Workshop 2 - Data Structure for Accounting
1 Data Structures for Business Analytics
Before working with real financial datasets, it is essential to understand how data is organized and stored. In this section we review two fundamental concepts: (1) common data formats — wide vs. long — and (2) the Star Database model, the standard structure used in business intelligence and data analytics.
1.1 Common Data Formats: Wide vs. Long (Panel Data)
1.1.1 Wide Format
In a wide format table, each entity (e.g., a firm) occupies a single row, and the measurements for different time periods or categories appear as separate columns.

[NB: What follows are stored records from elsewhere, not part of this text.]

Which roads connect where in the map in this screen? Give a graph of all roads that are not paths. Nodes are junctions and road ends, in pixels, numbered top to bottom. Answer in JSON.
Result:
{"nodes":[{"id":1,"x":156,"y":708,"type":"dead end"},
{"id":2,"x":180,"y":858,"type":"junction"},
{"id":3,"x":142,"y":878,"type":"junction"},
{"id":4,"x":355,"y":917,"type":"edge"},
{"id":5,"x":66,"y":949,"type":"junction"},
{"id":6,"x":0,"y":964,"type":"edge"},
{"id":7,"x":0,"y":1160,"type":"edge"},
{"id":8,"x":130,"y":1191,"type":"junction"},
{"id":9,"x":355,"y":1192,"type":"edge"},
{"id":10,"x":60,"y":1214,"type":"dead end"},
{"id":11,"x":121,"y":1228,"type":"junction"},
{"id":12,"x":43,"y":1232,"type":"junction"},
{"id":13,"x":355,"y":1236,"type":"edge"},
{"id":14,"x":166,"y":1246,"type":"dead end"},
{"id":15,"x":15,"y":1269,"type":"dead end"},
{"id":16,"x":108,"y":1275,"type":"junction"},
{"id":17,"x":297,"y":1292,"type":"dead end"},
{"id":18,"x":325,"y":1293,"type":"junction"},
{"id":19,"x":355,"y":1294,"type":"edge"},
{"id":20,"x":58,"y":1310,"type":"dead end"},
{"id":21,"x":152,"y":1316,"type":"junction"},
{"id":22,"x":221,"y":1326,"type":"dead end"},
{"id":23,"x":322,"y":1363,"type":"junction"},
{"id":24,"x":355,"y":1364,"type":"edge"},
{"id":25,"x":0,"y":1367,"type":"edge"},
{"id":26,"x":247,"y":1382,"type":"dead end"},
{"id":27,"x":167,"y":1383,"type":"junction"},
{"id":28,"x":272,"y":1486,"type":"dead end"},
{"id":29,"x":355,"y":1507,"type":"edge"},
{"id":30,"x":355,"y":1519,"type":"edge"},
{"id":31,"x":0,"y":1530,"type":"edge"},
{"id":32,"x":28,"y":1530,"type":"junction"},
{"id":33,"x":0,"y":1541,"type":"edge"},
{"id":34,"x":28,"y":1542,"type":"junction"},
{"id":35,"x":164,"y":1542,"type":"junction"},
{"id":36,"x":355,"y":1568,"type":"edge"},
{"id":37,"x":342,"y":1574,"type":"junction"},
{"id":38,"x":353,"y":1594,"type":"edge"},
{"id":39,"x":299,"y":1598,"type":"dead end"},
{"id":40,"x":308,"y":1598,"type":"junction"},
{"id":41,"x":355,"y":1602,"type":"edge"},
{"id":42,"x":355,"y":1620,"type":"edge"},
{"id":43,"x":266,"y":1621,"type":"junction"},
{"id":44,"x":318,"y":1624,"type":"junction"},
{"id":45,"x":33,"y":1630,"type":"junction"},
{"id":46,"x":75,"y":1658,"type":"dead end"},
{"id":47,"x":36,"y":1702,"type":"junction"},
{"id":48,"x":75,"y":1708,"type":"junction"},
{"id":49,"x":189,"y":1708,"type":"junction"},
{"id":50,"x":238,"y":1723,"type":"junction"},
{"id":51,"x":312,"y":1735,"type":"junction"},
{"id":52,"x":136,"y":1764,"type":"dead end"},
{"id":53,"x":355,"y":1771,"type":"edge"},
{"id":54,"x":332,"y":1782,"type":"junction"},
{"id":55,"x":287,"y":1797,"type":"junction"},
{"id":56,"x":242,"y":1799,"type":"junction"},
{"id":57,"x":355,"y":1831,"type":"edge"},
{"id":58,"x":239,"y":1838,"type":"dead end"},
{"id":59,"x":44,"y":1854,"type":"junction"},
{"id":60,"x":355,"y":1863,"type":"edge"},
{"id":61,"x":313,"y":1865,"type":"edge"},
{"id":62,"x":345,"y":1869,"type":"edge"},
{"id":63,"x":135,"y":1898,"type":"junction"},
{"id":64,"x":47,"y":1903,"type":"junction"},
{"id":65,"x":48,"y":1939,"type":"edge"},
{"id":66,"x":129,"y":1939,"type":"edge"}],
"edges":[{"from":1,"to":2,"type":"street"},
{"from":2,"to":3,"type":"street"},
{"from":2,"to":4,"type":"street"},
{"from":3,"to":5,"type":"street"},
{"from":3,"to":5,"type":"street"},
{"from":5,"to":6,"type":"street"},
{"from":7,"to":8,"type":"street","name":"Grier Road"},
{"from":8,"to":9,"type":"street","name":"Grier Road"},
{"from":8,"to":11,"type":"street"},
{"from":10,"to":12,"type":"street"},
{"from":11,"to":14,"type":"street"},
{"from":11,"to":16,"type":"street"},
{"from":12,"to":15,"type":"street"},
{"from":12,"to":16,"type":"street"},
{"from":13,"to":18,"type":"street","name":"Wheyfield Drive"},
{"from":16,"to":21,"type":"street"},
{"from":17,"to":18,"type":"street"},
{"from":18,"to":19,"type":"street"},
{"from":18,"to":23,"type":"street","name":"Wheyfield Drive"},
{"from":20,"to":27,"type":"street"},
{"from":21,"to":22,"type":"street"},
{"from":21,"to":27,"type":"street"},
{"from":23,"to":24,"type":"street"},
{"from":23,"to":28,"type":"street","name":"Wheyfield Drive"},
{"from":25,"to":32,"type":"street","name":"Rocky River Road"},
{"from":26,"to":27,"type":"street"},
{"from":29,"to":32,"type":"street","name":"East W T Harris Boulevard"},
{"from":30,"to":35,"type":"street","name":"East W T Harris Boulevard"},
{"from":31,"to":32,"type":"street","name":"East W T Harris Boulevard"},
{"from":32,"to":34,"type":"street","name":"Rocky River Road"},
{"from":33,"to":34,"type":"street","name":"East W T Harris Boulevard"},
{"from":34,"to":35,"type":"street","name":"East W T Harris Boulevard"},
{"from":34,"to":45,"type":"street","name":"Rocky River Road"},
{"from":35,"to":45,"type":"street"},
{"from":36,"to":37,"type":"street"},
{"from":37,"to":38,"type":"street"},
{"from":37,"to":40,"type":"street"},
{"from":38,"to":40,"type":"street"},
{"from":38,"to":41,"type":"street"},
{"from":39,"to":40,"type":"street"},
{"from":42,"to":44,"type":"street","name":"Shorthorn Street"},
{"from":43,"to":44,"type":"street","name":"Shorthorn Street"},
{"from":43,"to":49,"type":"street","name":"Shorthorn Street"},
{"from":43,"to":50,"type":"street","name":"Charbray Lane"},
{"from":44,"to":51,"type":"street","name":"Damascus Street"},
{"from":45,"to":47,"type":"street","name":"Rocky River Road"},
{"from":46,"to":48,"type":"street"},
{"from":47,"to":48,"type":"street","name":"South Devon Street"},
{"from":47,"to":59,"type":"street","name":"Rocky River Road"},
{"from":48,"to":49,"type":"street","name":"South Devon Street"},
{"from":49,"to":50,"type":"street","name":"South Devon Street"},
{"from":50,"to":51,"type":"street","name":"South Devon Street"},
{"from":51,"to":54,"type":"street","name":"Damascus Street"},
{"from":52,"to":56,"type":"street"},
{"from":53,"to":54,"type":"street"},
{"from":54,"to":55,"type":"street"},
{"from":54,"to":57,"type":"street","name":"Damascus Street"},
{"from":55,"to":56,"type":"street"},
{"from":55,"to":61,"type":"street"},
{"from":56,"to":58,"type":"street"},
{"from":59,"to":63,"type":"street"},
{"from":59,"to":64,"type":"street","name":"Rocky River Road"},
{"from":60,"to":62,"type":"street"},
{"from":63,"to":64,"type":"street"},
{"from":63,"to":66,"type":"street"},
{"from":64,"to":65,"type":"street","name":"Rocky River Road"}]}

This layout feels natural because it resembles a traditional accounting spreadsheet: you can read all of a firm’s information across a single row.
Example — Revenue (in millions USD) for three firms over four years (Wide Format):
| Firm | Rev_2020 | Rev_2021 | Rev_2022 | Rev_2023 |
|---|---|---|---|---|
| Apple | 274,515 | 365,817 | 394,328 | 383,285 |
| Microsoft | 143,015 | 168,088 | 198,270 | 211,915 |
| Tesla | 31,536 | 53,823 | 81,462 | 96,773 |
Advantages of wide format:
- Easy to read visually — one row per entity.

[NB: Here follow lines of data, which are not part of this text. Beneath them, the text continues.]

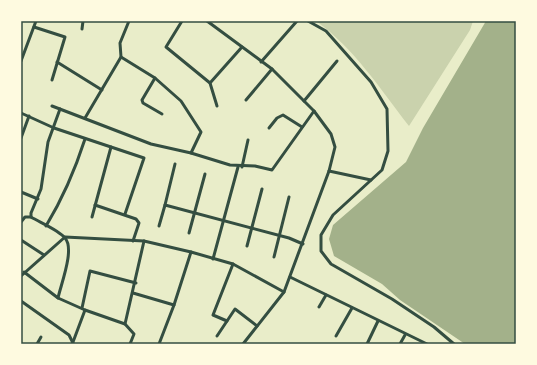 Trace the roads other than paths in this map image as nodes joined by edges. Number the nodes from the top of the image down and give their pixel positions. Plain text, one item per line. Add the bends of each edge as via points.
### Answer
1 (36, 21) edge
2 (83, 21) edge
3 (129, 21) edge
4 (182, 21) edge
5 (207, 21) edge
6 (297, 21) edge
7 (308, 21) edge
8 (34, 27) junction
9 (82, 29) dead end
10 (21, 46) edge
11 (26, 47) junction
12 (242, 47) junction
13 (121, 57) junction
14 (21, 61) edge
15 (336, 61) dead end
16 (57, 62) junction
17 (261, 62) junction
18 (272, 69) junction
19 (155, 78) junction
20 (52, 80) dead end
21 (210, 83) junction
22 (102, 90) junction
23 (246, 100) dead end
24 (304, 101) junction
25 (52, 106) dead end
26 (218, 106) dead end
27 (60, 109) junction
28 (314, 111) junction
29 (21, 113) edge
30 (162, 114) dead end
31 (30, 116) junction
32 (85, 118) junction
33 (302, 127) junction
34 (54, 128) junction
35 (269, 128) dead end
36 (21, 138) edge
37 (85, 139) junction
38 (248, 140) dead end
39 (111, 147) junction
40 (191, 153) junction
41 (175, 164) dead end
42 (240, 167) junction
43 (329, 171) junction
44 (205, 174) dead end
45 (371, 180) junction
46 (262, 189) dead end
47 (21, 192) edge
48 (289, 197) dead end
49 (38, 199) junction
50 (95, 205) junction
51 (165, 205) junction
52 (194, 212) junction
53 (125, 214) junction
54 (30, 217) junction
55 (92, 217) dead end
56 (224, 220) junction
57 (21, 222) edge
58 (46, 226) junction
59 (159, 226) dead end
60 (252, 228) junction
61 (189, 233) dead end
62 (279, 235) junction
63 (65, 237) junction
64 (21, 240) edge
65 (133, 241) junction
66 (144, 242) junction
67 (303, 244) junction
68 (247, 246) dead end
69 (191, 252) junction
70 (44, 255) junction
71 (274, 257) dead end
72 (213, 259) junction
73 (233, 264) junction
74 (24, 272) junction
75 (21, 276) edge
76 (290, 277) junction
77 (136, 283) junction
78 (284, 292) junction
79 (133, 294) junction
80 (326, 295) junction
81 (58, 298) junction
82 (21, 301) edge
83 (174, 305) junction
84 (320, 307) dead end
85 (352, 308) junction
86 (83, 309) junction
87 (227, 321) junction
88 (378, 321) junction
89 (125, 324) junction
90 (257, 326) junction
91 (405, 335) junction
92 (218, 336) dead end
93 (336, 336) dead end
94 (41, 337) dead end
95 (73, 343) edge
96 (37, 344) edge
97 (130, 344) edge
98 (159, 344) edge
99 (242, 344) edge
100 (367, 344) edge
101 (400, 344) edge
102 (427, 344) edge
103 (454, 344) edge

1 - 8 street
2 - 9 street
3 - 13 street via 120,43
4 - 21 street via 166,48
5 - 12 street
6 - 17 street
7 - 45 street via 326,31 371,82 387,109 388,151 382,170
8 - 11 street
8 - 16 street via 65,36
10 - 11 street
11 - 14 street
12 - 17 street
12 - 21 street
13 - 19 street
13 - 22 street
15 - 24 street
16 - 20 street
16 - 22 street
17 - 18 street
18 - 23 street
18 - 24 street
19 - 30 street via 142,100
19 - 40 street via 181,101 201,132
21 - 26 street
22 - 32 street
24 - 28 street
25 - 27 street
27 - 32 street
27 - 34 street
28 - 33 street
28 - 43 street via 331,134 335,148
29 - 31 street
31 - 34 street
31 - 36 street
32 - 40 street via 151,144
33 - 35 street via 283,115
33 - 42 street via 272,170 255,166
34 - 37 street
34 - 49 street via 48,142
37 - 39 street
37 - 58 street via 63,198
38 - 42 street
39 - 50 street
39 - 53 street via 144,158
40 - 42 street
41 - 51 street
42 - 56 street
43 - 45 street
43 - 67 street
44 - 52 street
45 - 103 street via 332,215 321,235 321,251 331,264 392,299 434,327
46 - 60 street
47 - 49 street
48 - 62 street
49 - 54 street
50 - 53 street
50 - 55 street
51 - 52 street
51 - 59 street
52 - 56 street
52 - 61 street
53 - 65 street via 139,223
54 - 57 street via 25,216
54 - 58 street
56 - 60 street
56 - 72 street
58 - 63 street
60 - 62 street
60 - 68 street
62 - 67 street
62 - 71 street
63 - 65 street
63 - 70 street
63 - 81 street via 69,246
64 - 70 street
65 - 66 street
66 - 69 street
66 - 77 street
67 - 76 street
69 - 72 street
69 - 83 street
70 - 74 street
72 - 73 street
73 - 78 street
73 - 87 street via 213,315
74 - 75 street
74 - 81 street
76 - 78 street
76 - 80 street
77 - 79 street
77 - 86 street via 90,271
78 - 90 street
79 - 83 street
79 - 89 street
80 - 84 street
80 - 85 street
81 - 86 street
82 - 95 street via 69,335
83 - 98 street
85 - 88 street
85 - 93 street
86 - 89 street
86 - 95 street
87 - 90 street via 235,309
87 - 92 street
88 - 91 street
88 - 100 street
89 - 97 street via 134,334
90 - 99 street
91 - 101 street
91 - 102 street
94 - 96 street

- Familiar to spreadsheet users.
- Convenient for simple cross-sectional calculations (e.g., comparing firms in a single year).
Disadvantages of wide format:
- Adding a new year requires adding a new column, which breaks the structure.
- It is difficult to filter, aggregate, or summarize by time period using analytic tools.
- Incompatible with most Business Intelligence (BI) tools such as Power BI, Tableau, or Excel Pivot Tables.
1.1.2 Long Format (Panel Data)
In a long format (also called panel data or tidy data) table, each row represents one observation for one entity at one point in time. Instead of spreading time periods across columns, time becomes its own column. Every variable has exactly one column and every observation has exactly one row.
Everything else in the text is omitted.